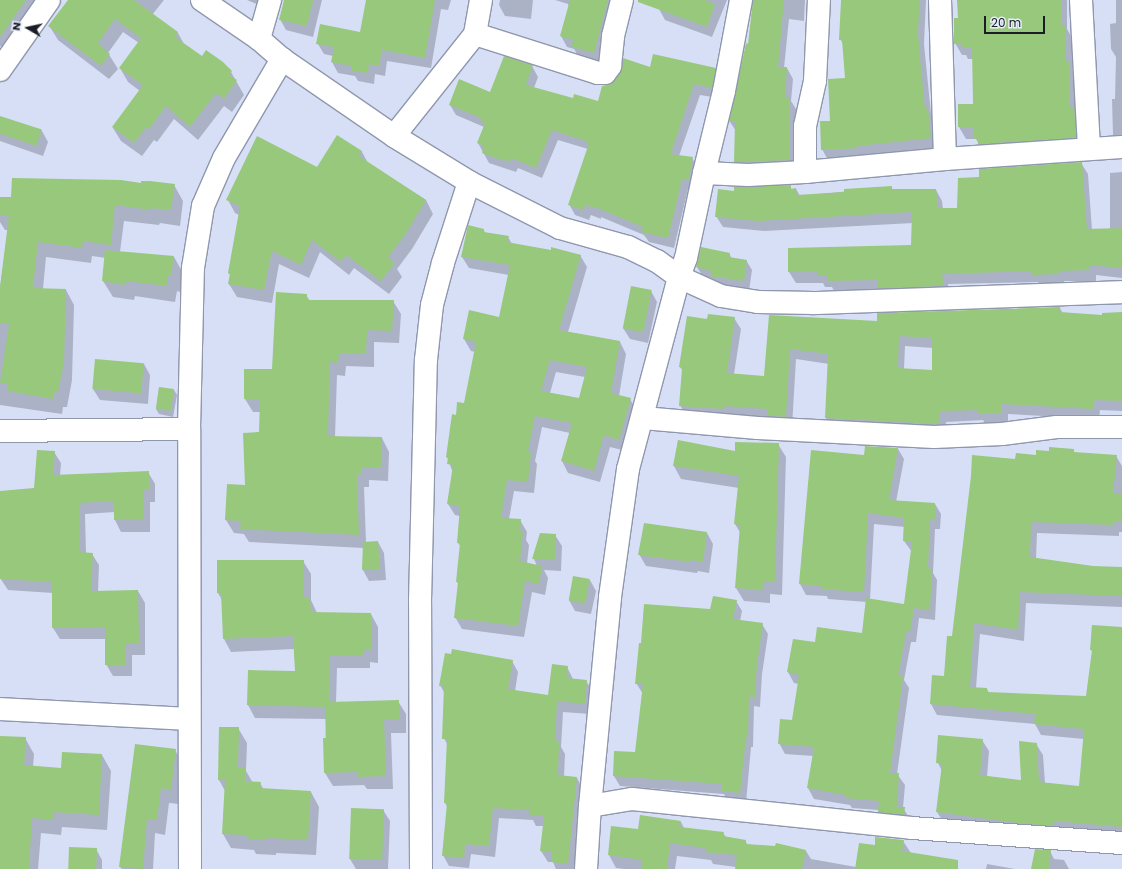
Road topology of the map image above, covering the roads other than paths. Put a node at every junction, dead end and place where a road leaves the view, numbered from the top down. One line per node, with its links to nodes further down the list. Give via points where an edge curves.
1 (49, 0): 13 (street)
2 (202, 0): 11 (street)
3 (270, 0): 11 (street)
4 (481, 0): 10 (street)
5 (622, 0): 10 (street, via 613,36 610,66 605,73 598,73)
6 (741, 0): 19 (street, via 724,91)
7 (819, 0): 18 (street, via 815,82 805,126)
8 (940, 0): 17 (street)
9 (1080, 0): 16 (street)
10 (475, 34): 14 (street)
11 (259, 40): 12 (street)
12 (282, 59): 14 (street); 25 (street, via 224,158 203,206 193,268)
13 (0, 70)
14 (394, 136): 20 (street)
15 (1122, 147): 16 (street)
16 (1089, 149): 17 (street)
17 (945, 159): 18 (street)
18 (805, 172): 19 (street, via 748,175)
19 (704, 173): 21 (street, via 686,258)
20 (469, 182): 21 (street, via 560,228 628,247); 32 (street, via 432,306 426,360 420,601)
21 (679, 276): 22 (street, via 721,296 772,302 906,301); 23 (street)
22 (1122, 292)
23 (643, 418): 24 (street, via 758,428 934,437 1002,434 1057,427); 29 (street, via 628,469 612,582)
24 (1122, 428)
25 (189, 429): 26 (street); 28 (street)
26 (0, 430)
27 (0, 709): 28 (street)
28 (188, 719): 31 (street)
29 (590, 806): 30 (street, via 632,799 912,828); 33 (street)
30 (1122, 844)
31 (190, 869)
32 (421, 869)
33 (586, 869)

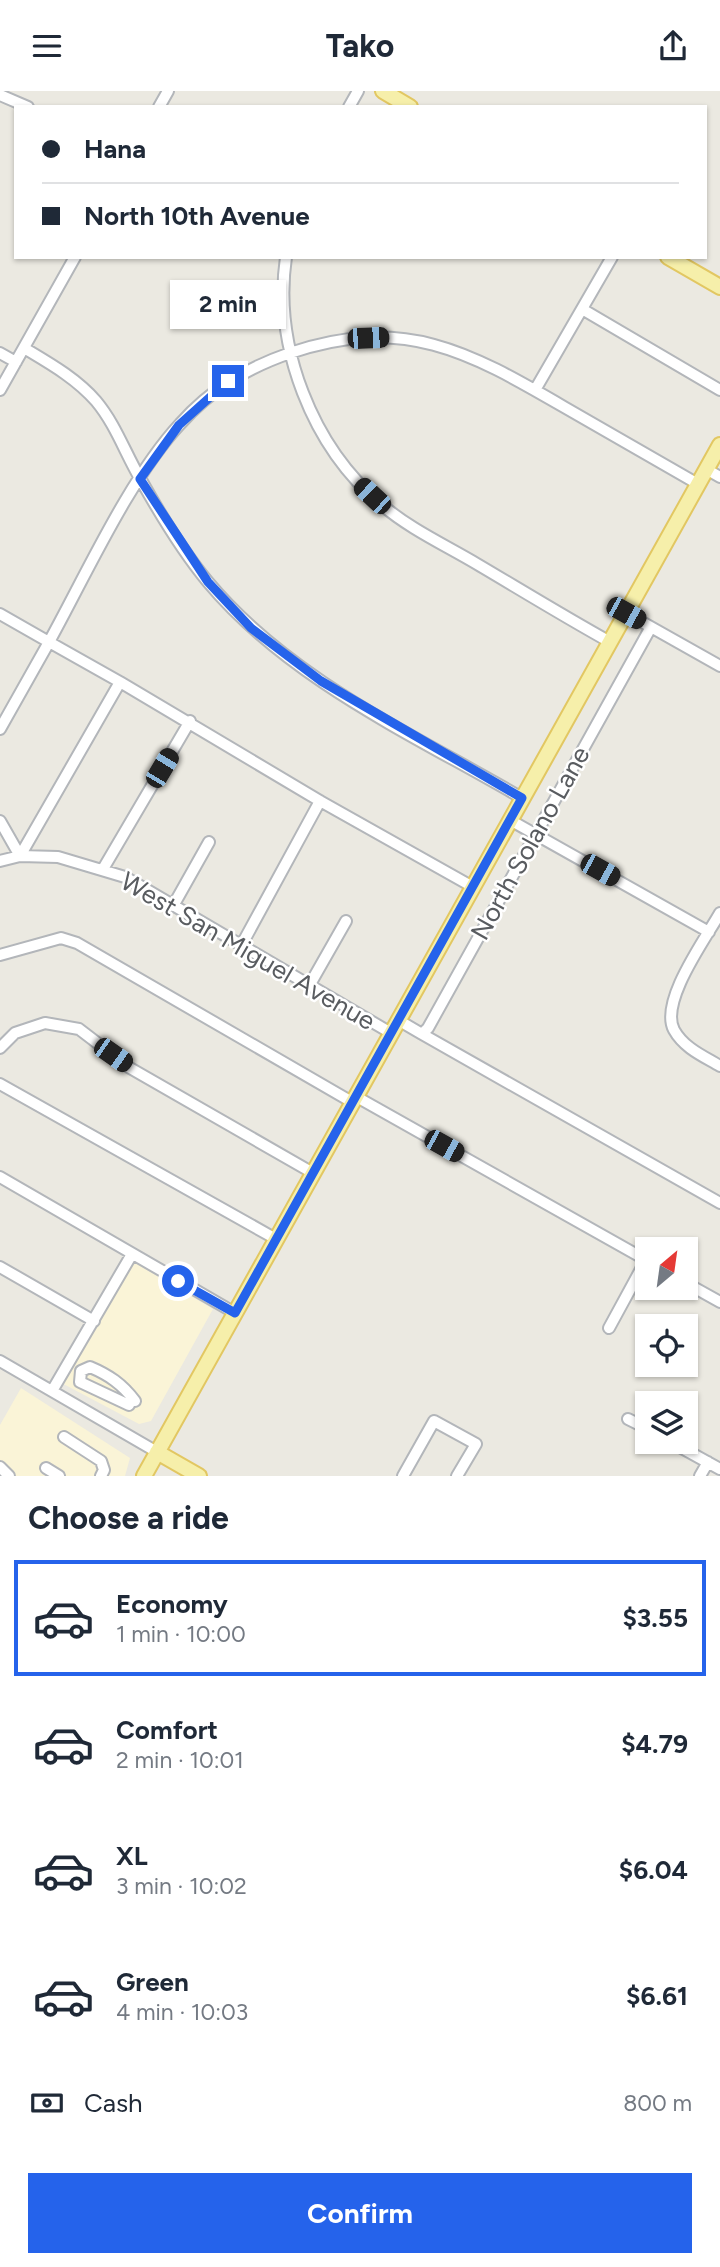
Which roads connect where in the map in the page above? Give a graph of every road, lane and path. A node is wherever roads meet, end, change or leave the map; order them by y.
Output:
1 (383, 91) edge
2 (0, 95) edge
3 (23, 105) edge
4 (407, 105) edge
5 (74, 259) edge
6 (285, 259) edge
7 (611, 259) edge
8 (671, 259) edge
9 (720, 287) edge
10 (582, 309) junction
11 (24, 348) junction
12 (0, 353) edge
13 (290, 353) junction
14 (16, 362) junction
15 (0, 390) edge
16 (535, 390) junction
17 (720, 390) edge
18 (720, 445) edge
19 (706, 469) junction
20 (720, 477) edge
21 (140, 479) junction
22 (698, 484) junction
23 (626, 613) junction
24 (0, 614) edge
25 (652, 627) junction
26 (49, 642) junction
27 (610, 642) junction
28 (720, 666) edge
29 (120, 682) junction
30 (190, 721) junction
31 (0, 729) edge
32 (522, 798) junction
33 (320, 801) junction
34 (510, 820) junction
35 (0, 821) edge
36 (534, 833) junction
37 (209, 842) dead end
38 (20, 856) junction
39 (0, 861) edge
40 (103, 869) junction
41 (473, 887) junction
42 (173, 906) junction
43 (720, 913) edge
44 (346, 921) dead end
45 (709, 932) junction
46 (241, 946) junction
47 (0, 955) edge
48 (309, 986) junction
49 (394, 1027) junction
50 (422, 1034) junction
51 (0, 1048) edge
52 (720, 1066) edge
53 (0, 1084) edge
54 (354, 1099) junction
55 (313, 1173) junction
56 (0, 1177) edge
57 (720, 1203) edge
58 (276, 1239) junction
59 (635, 1253) edge
60 (132, 1254) junction
61 (0, 1267) edge
62 (635, 1281) edge
63 (698, 1290) edge
64 (720, 1302) edge
65 (235, 1313) junction
66 (94, 1321) junction
67 (609, 1328) dead end
68 (0, 1361) edge
69 (52, 1391) junction
70 (132, 1403) joint
71 (628, 1419) dead end
72 (635, 1422) edge
73 (64, 1437) dead end
74 (157, 1452) junction
75 (693, 1454) edge
76 (708, 1462) junction
77 (0, 1467) edge
78 (46, 1468) dead end
79 (720, 1469) edge
80 (9, 1476) edge
81 (59, 1476) edge
82 (102, 1476) edge
83 (144, 1476) edge
84 (199, 1476) edge
85 (403, 1476) edge
86 (457, 1476) edge
87 (700, 1476) edge

1 - 4 main road
2 - 3 street
5 - 11 street
6 - 13 street
7 - 10 street
8 - 9 main road
10 - 16 street
10 - 17 street
11 - 14 street
11 - 21 street
12 - 14 street
13 - 16 street
13 - 21 street
13 - 27 street
14 - 15 street
16 - 22 street
18 - 19 main road
19 - 20 street
19 - 22 main road
21 - 26 street
21 - 32 street
22 - 23 main road
23 - 25 street
23 - 27 main road
24 - 26 street
25 - 28 street
25 - 36 street, North Solano Lane
26 - 29 street
26 - 31 street
27 - 32 main road
29 - 30 street
29 - 38 street
30 - 33 street
30 - 40 street
32 - 34 main road
33 - 41 street
33 - 46 street
34 - 36 street
34 - 41 main road
35 - 38 street
36 - 45 street
36 - 50 street, North Solano Lane
37 - 42 street
38 - 39 street, West San Miguel Avenue
38 - 40 street, West San Miguel Avenue
40 - 42 street, West San Miguel Avenue
41 - 49 main road
42 - 46 street, West San Miguel Avenue
43 - 45 street
44 - 48 street
45 - 52 street
46 - 48 street, West San Miguel Avenue
47 - 54 street
48 - 49 street, West San Miguel Avenue
49 - 50 street
49 - 54 main road
50 - 57 street
51 - 55 street
53 - 58 street
54 - 55 main road
54 - 59 street
55 - 58 main road
56 - 60 street
58 - 65 main road
60 - 65 street
60 - 66 street
61 - 66 street
62 - 67 street
63 - 64 street
65 - 74 main road
66 - 69 street
68 - 69 street
69 - 74 street
70 - 70 street
71 - 72 street
73 - 82 street
74 - 83 main road
74 - 84 main road
75 - 76 street
76 - 79 street
76 - 87 street
77 - 80 street
78 - 81 street
85 - 86 street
..............................
-- WHAT TO DO --
The answer is the full listing above, reproduced character for character, minus its images.

-- OUTPUT FOR THIS TASK --
Road topology of the map image above, covering the roads other than paths. Put a node at every junction, dead end and place where a road leaves the view, numbered from the top down. One line per node, with its links to nodes further down the list. Give via points where an edge curves.
1 (49, 0): 13 (street)
2 (202, 0): 11 (street)
3 (270, 0): 11 (street)
4 (481, 0): 10 (street)
5 (622, 0): 10 (street, via 613,36 610,66 605,73 598,73)
6 (741, 0): 19 (street, via 724,91)
7 (819, 0): 18 (street, via 815,82 805,126)
8 (940, 0): 17 (street)
9 (1080, 0): 16 (street)
10 (475, 34): 14 (street)
11 (259, 40): 12 (street)
12 (282, 59): 14 (street); 25 (street, via 224,158 203,206 193,268)
13 (0, 70)
14 (394, 136): 20 (street)
15 (1122, 147): 16 (street)
16 (1089, 149): 17 (street)
17 (945, 159): 18 (street)
18 (805, 172): 19 (street, via 748,175)
19 (704, 173): 21 (street, via 686,258)
20 (469, 182): 21 (street, via 560,228 628,247); 32 (street, via 432,306 426,360 420,601)
21 (679, 276): 22 (street, via 721,296 772,302 906,301); 23 (street)
22 (1122, 292)
23 (643, 418): 24 (street, via 758,428 934,437 1002,434 1057,427); 29 (street, via 628,469 612,582)
24 (1122, 428)
25 (189, 429): 26 (street); 28 (street)
26 (0, 430)
27 (0, 709): 28 (street)
28 (188, 719): 31 (street)
29 (590, 806): 30 (street, via 632,799 912,828); 33 (street)
30 (1122, 844)
31 (190, 869)
32 (421, 869)
33 (586, 869)

Which roads connect where in the map in the page above? Give a graph of every road, lane and path. A node is wherever roads meet, end, change or leave the map; order them by y.
Output:
1 (383, 91) edge
2 (0, 95) edge
3 (23, 105) edge
4 (407, 105) edge
5 (74, 259) edge
6 (285, 259) edge
7 (611, 259) edge
8 (671, 259) edge
9 (720, 287) edge
10 (582, 309) junction
11 (24, 348) junction
12 (0, 353) edge
13 (290, 353) junction
14 (16, 362) junction
15 (0, 390) edge
16 (535, 390) junction
17 (720, 390) edge
18 (720, 445) edge
19 (706, 469) junction
20 (720, 477) edge
21 (140, 479) junction
22 (698, 484) junction
23 (626, 613) junction
24 (0, 614) edge
25 (652, 627) junction
26 (49, 642) junction
27 (610, 642) junction
28 (720, 666) edge
29 (120, 682) junction
30 (190, 721) junction
31 (0, 729) edge
32 (522, 798) junction
33 (320, 801) junction
34 (510, 820) junction
35 (0, 821) edge
36 (534, 833) junction
37 (209, 842) dead end
38 (20, 856) junction
39 (0, 861) edge
40 (103, 869) junction
41 (473, 887) junction
42 (173, 906) junction
43 (720, 913) edge
44 (346, 921) dead end
45 (709, 932) junction
46 (241, 946) junction
47 (0, 955) edge
48 (309, 986) junction
49 (394, 1027) junction
50 (422, 1034) junction
51 (0, 1048) edge
52 (720, 1066) edge
53 (0, 1084) edge
54 (354, 1099) junction
55 (313, 1173) junction
56 (0, 1177) edge
57 (720, 1203) edge
58 (276, 1239) junction
59 (635, 1253) edge
60 (132, 1254) junction
61 (0, 1267) edge
62 (635, 1281) edge
63 (698, 1290) edge
64 (720, 1302) edge
65 (235, 1313) junction
66 (94, 1321) junction
67 (609, 1328) dead end
68 (0, 1361) edge
69 (52, 1391) junction
70 (132, 1403) joint
71 (628, 1419) dead end
72 (635, 1422) edge
73 (64, 1437) dead end
74 (157, 1452) junction
75 (693, 1454) edge
76 (708, 1462) junction
77 (0, 1467) edge
78 (46, 1468) dead end
79 (720, 1469) edge
80 (9, 1476) edge
81 (59, 1476) edge
82 (102, 1476) edge
83 (144, 1476) edge
84 (199, 1476) edge
85 (403, 1476) edge
86 (457, 1476) edge
87 (700, 1476) edge

1 - 4 main road
2 - 3 street
5 - 11 street
6 - 13 street
7 - 10 street
8 - 9 main road
10 - 16 street
10 - 17 street
11 - 14 street
11 - 21 street
12 - 14 street
13 - 16 street
13 - 21 street
13 - 27 street
14 - 15 street
16 - 22 street
18 - 19 main road
19 - 20 street
19 - 22 main road
21 - 26 street
21 - 32 street
22 - 23 main road
23 - 25 street
23 - 27 main road
24 - 26 street
25 - 28 street
25 - 36 street, North Solano Lane
26 - 29 street
26 - 31 street
27 - 32 main road
29 - 30 street
29 - 38 street
30 - 33 street
30 - 40 street
32 - 34 main road
33 - 41 street
33 - 46 street
34 - 36 street
34 - 41 main road
35 - 38 street
36 - 45 street
36 - 50 street, North Solano Lane
37 - 42 street
38 - 39 street, West San Miguel Avenue
38 - 40 street, West San Miguel Avenue
40 - 42 street, West San Miguel Avenue
41 - 49 main road
42 - 46 street, West San Miguel Avenue
43 - 45 street
44 - 48 street
45 - 52 street
46 - 48 street, West San Miguel Avenue
47 - 54 street
48 - 49 street, West San Miguel Avenue
49 - 50 street
49 - 54 main road
50 - 57 street
51 - 55 street
53 - 58 street
54 - 55 main road
54 - 59 street
55 - 58 main road
56 - 60 street
58 - 65 main road
60 - 65 street
60 - 66 street
61 - 66 street
62 - 67 street
63 - 64 street
65 - 74 main road
66 - 69 street
68 - 69 street
69 - 74 street
70 - 70 street
71 - 72 street
73 - 82 street
74 - 83 main road
74 - 84 main road
75 - 76 street
76 - 79 street
76 - 87 street
77 - 80 street
78 - 81 street
85 - 86 street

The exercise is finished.